··· Data for analysis ···
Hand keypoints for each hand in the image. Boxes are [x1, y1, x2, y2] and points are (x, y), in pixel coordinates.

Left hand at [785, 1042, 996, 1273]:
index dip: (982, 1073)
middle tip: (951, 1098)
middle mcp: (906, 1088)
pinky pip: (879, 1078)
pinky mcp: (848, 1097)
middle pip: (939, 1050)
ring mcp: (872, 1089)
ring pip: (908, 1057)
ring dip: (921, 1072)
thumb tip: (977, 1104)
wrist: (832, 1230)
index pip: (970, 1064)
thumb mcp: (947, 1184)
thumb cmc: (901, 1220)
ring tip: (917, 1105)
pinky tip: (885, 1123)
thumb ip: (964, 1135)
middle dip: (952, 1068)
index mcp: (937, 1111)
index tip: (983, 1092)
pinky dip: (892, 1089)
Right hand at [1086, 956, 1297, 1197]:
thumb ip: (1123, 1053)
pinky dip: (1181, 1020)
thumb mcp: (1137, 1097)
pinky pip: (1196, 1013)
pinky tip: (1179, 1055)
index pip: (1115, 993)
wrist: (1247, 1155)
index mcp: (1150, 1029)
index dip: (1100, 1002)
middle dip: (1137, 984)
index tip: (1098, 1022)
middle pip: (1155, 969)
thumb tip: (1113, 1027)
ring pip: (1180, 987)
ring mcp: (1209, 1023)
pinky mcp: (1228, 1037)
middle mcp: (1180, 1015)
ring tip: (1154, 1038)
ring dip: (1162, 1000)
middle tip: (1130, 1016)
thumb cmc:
···
Problem:
Write out each entry again, leaving every word as it is.

Solved problem:
Hand keypoints for each hand in the image. Boxes are [x1, y1, x2, y2] and points are (x, y), in pixel coordinates.

Left hand at [785, 1042, 996, 1273]:
index dip: (982, 1073)
middle tip: (951, 1098)
middle mcp: (906, 1088)
pinky pip: (879, 1078)
pinky mcp: (848, 1097)
middle pip: (939, 1050)
ring mcp: (872, 1089)
ring pip: (908, 1057)
ring dip: (921, 1072)
thumb tip: (977, 1104)
wrist: (832, 1230)
index pip: (970, 1064)
thumb mcp: (947, 1184)
thumb cmc: (901, 1220)
ring tip: (917, 1105)
pinky tip: (885, 1123)
thumb ip: (964, 1135)
middle dip: (952, 1068)
index mcp: (937, 1111)
index tip: (983, 1092)
pinky dip: (892, 1089)
Right hand at [1086, 956, 1297, 1197]:
thumb ip: (1123, 1053)
pinky dip: (1181, 1020)
thumb mcp: (1137, 1097)
pinky pip: (1196, 1013)
pinky tip: (1179, 1055)
index pip: (1115, 993)
wrist: (1247, 1155)
index mcp: (1150, 1029)
index dip: (1100, 1002)
middle dip: (1137, 984)
index tip: (1098, 1022)
middle pip: (1155, 969)
thumb tip: (1113, 1027)
ring pip: (1180, 987)
ring mcp: (1209, 1023)
pinky mcp: (1228, 1037)
middle mcp: (1180, 1015)
ring tip: (1154, 1038)
ring dip: (1162, 1000)
middle tip: (1130, 1016)
thumb cmc:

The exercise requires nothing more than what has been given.